Bien qu'une infime partie des piles usagées soient recyclées, les écocentres de Montréal ont décidé de fermer leurs portes aux commerçants qui avaient pris l'habitude d'y rapporter celles de leurs clients, a appris La Presse.

Puisqu'il n'existe que très peu de lieux où déposer ces déchets dangereux, les six écocentres de la Ville acceptaient en effet, jusqu'à tout récemment, de reprendre les piles domestiques des petits commerces, même si ce n'était pas leur mandat.

«Comme le phénomène prend de l'ampleur, nous avons cessé de reprendre les piles des commerces, institutions et industries, car ce service est uniquement mis à la disposition des citoyens», a précisé Valérie De Gagné, porte-parole de la Ville.

C'est donc à regret que plusieurs propriétaires de PME (petites et moyennes entreprises), telles les quincailleries et les pharmacies, doivent maintenant suggérer à leur clientèle de se débarrasser eux-mêmes de leurs piles.

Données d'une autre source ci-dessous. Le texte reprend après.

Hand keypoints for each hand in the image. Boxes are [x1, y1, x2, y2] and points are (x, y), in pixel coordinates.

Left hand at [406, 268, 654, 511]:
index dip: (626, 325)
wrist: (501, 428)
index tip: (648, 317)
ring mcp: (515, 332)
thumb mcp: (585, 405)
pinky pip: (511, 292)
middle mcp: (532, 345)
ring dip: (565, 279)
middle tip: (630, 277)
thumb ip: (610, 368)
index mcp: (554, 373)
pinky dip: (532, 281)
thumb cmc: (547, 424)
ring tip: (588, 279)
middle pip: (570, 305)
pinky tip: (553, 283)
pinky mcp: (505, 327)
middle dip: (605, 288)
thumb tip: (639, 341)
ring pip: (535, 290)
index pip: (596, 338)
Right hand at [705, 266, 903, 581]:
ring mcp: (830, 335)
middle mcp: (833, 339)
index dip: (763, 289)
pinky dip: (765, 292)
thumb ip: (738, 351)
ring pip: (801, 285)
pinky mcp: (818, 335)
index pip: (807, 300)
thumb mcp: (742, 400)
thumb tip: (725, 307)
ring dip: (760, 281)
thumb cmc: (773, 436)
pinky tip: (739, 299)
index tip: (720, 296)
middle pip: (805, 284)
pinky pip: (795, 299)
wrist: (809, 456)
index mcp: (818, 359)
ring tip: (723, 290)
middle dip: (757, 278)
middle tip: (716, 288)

«Les clients nous disent qu'ils vont aller magasiner ailleurs parce qu'on ne reprend pas les piles qu'on leur vend, déplore Manon, directrice d'une pharmacie Jean Coutu de l'avenue du Mont-Royal. Mais ce n'est pas de la mauvaise volonté de notre part.»

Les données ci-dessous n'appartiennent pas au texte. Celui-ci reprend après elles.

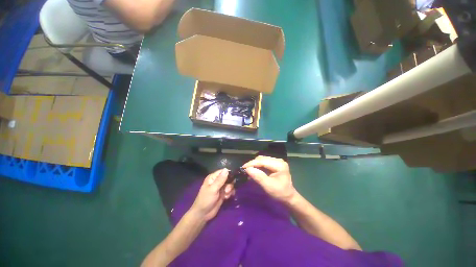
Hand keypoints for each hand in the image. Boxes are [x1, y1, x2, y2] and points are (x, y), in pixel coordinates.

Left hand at [190, 168, 234, 220]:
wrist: (203, 214)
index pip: (223, 171)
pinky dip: (229, 193)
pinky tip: (226, 197)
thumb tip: (226, 169)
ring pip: (230, 184)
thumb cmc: (206, 200)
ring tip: (226, 195)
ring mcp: (220, 187)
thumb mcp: (213, 189)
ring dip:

«J'ai actuellement pour 1000$ de piles usagées dans mon magasin, tout ça parce que l'écocentre ne veut plus nous voir», renchérit Yan Lamoureux, directeur de la quincaillerie Rona DeLorimier.

Les commerçants joints hier se sont dits inquiets de cette nouvelle orientation de la Ville, prédisant que cela allait inciter bien des gens à jeter tout simplement leurs piles domestiques à la poubelle, ce qui aurait pour effet de réduire encore plus le nombre de piles domestiques récupérées.

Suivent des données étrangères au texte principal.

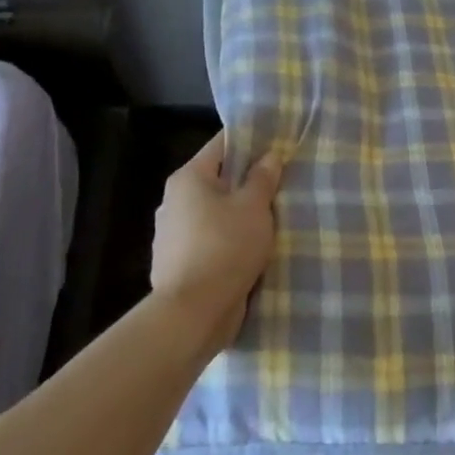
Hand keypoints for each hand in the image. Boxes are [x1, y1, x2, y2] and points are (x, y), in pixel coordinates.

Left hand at [151, 132, 283, 352]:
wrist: (192, 314)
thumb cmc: (225, 247)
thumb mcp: (253, 207)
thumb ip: (262, 178)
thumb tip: (269, 156)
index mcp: (188, 179)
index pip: (222, 145)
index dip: (250, 140)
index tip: (277, 143)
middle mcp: (174, 201)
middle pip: (218, 180)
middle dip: (247, 181)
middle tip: (281, 181)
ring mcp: (173, 235)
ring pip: (215, 212)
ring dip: (239, 214)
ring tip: (272, 217)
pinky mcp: (178, 263)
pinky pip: (210, 240)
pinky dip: (229, 239)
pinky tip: (252, 247)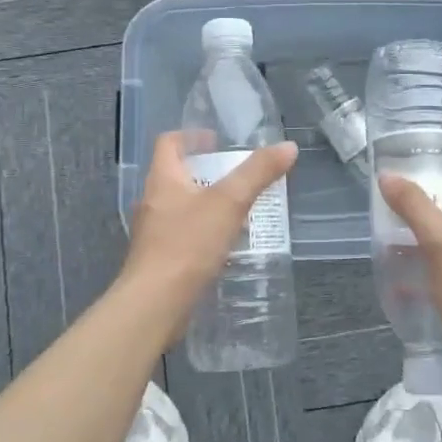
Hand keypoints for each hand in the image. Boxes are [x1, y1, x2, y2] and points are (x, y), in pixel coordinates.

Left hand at [117, 132, 297, 335]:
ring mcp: (153, 233)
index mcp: (162, 179)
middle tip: (238, 177)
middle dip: (207, 173)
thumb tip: (288, 147)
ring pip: (181, 208)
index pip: (169, 143)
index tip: (217, 141)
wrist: (155, 304)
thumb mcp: (229, 202)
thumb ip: (258, 173)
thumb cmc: (188, 244)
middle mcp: (152, 202)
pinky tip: (225, 246)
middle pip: (176, 175)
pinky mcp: (159, 261)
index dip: (192, 136)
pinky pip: (183, 236)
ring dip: (207, 205)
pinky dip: (203, 234)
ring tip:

Or, selon Recyc-Québec, le taux de récupération des piles non rechargeables est d'à peine 5,6% dans la province, ce qui signifie que plus de 94% d'entre elles prennent déjà le chemin du dépotoir, et ce, malgré leur dangerosité.

En effet, les piles sont considérées comme des résidus domestiques dangereux, en raison de leur contenu en métaux lourds et de leur potentiel de réactivité et de corrosivité. En 2004, au Canada (il n'existe pas de données québécoises similaires), on a ainsi enfoui plus de 765 tonnes de plomb, 1670 tonnes de zinc et 0,4 tonne de mercure.

La situation est sensiblement la même pour les piles rechargeables, recyclées à 6%. Toutefois, à Montréal, il est facile de s'en débarrasser de manière responsable, puisque les casernes de pompiers participent toutes au programme de la Société de recyclage des piles rechargeables.

Il s'est vendu au Québec, en 2006, 114 millions de piles non rechargeables et 6 millions de piles rechargeables. Cela signifie qu'en deux ans, les ventes de ces produits ont grimpé de manière importante, respectivement de 12,5% et de 22%.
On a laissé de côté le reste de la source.